Work instructions = Pull each line containing "dead" from the data.

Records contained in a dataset
+++++
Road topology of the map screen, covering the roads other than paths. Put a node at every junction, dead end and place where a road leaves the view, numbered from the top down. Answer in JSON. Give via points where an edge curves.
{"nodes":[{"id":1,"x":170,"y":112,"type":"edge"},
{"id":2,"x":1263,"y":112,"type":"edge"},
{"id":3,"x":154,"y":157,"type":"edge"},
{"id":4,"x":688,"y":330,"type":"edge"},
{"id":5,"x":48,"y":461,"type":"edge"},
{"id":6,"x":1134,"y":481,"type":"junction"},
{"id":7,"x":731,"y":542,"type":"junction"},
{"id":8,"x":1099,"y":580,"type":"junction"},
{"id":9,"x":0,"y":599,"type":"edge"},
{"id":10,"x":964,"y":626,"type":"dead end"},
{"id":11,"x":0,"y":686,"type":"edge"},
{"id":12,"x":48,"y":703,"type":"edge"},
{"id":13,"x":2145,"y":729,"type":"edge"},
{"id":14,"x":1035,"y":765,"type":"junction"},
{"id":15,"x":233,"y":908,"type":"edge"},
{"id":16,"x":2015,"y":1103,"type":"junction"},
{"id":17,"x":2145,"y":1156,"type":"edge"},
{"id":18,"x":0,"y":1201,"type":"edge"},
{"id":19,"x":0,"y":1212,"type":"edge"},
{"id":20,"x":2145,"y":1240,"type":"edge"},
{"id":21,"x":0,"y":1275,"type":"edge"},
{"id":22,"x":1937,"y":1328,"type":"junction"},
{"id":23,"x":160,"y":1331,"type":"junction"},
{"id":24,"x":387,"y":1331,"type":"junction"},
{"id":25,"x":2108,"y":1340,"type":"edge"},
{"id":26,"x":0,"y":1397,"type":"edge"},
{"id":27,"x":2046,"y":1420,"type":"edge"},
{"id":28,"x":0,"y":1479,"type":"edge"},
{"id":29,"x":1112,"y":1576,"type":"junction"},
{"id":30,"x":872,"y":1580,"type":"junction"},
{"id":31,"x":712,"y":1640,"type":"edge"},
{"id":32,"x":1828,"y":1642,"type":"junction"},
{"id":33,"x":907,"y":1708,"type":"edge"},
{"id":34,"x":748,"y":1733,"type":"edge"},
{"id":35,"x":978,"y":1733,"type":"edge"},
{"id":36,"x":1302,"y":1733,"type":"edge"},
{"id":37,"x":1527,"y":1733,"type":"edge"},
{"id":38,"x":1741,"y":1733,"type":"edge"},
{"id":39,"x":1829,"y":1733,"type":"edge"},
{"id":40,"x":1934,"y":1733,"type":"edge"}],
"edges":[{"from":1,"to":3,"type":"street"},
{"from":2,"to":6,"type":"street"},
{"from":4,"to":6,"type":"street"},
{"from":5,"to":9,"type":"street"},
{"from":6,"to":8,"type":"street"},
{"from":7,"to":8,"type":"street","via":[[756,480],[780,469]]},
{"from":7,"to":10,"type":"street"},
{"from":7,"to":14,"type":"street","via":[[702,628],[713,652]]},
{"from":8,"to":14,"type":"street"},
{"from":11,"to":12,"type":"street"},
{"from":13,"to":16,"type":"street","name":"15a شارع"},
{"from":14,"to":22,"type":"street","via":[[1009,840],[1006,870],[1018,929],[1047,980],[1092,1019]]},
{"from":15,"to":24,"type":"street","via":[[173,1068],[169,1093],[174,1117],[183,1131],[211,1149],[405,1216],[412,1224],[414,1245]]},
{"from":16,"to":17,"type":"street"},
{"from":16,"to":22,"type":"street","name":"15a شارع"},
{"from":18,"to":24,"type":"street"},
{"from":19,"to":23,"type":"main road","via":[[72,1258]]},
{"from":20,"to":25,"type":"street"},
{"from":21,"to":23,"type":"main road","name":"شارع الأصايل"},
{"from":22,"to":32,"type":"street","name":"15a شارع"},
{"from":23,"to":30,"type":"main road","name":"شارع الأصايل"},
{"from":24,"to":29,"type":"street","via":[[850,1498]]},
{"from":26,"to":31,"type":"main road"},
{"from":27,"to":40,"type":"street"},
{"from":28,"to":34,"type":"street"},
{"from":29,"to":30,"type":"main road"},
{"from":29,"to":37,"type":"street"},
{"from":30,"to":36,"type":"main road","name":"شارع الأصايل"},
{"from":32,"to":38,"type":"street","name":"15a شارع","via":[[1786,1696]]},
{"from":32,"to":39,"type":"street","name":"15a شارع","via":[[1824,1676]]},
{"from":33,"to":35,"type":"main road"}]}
+++++
Answer space =
Road topology of the map screen, covering the roads other than paths. Put a node at every junction, dead end and place where a road leaves the view, numbered from the top down. Answer in JSON. Give via points where an edge curves.
{"id":10,"x":964,"y":626,"type":"dead end"},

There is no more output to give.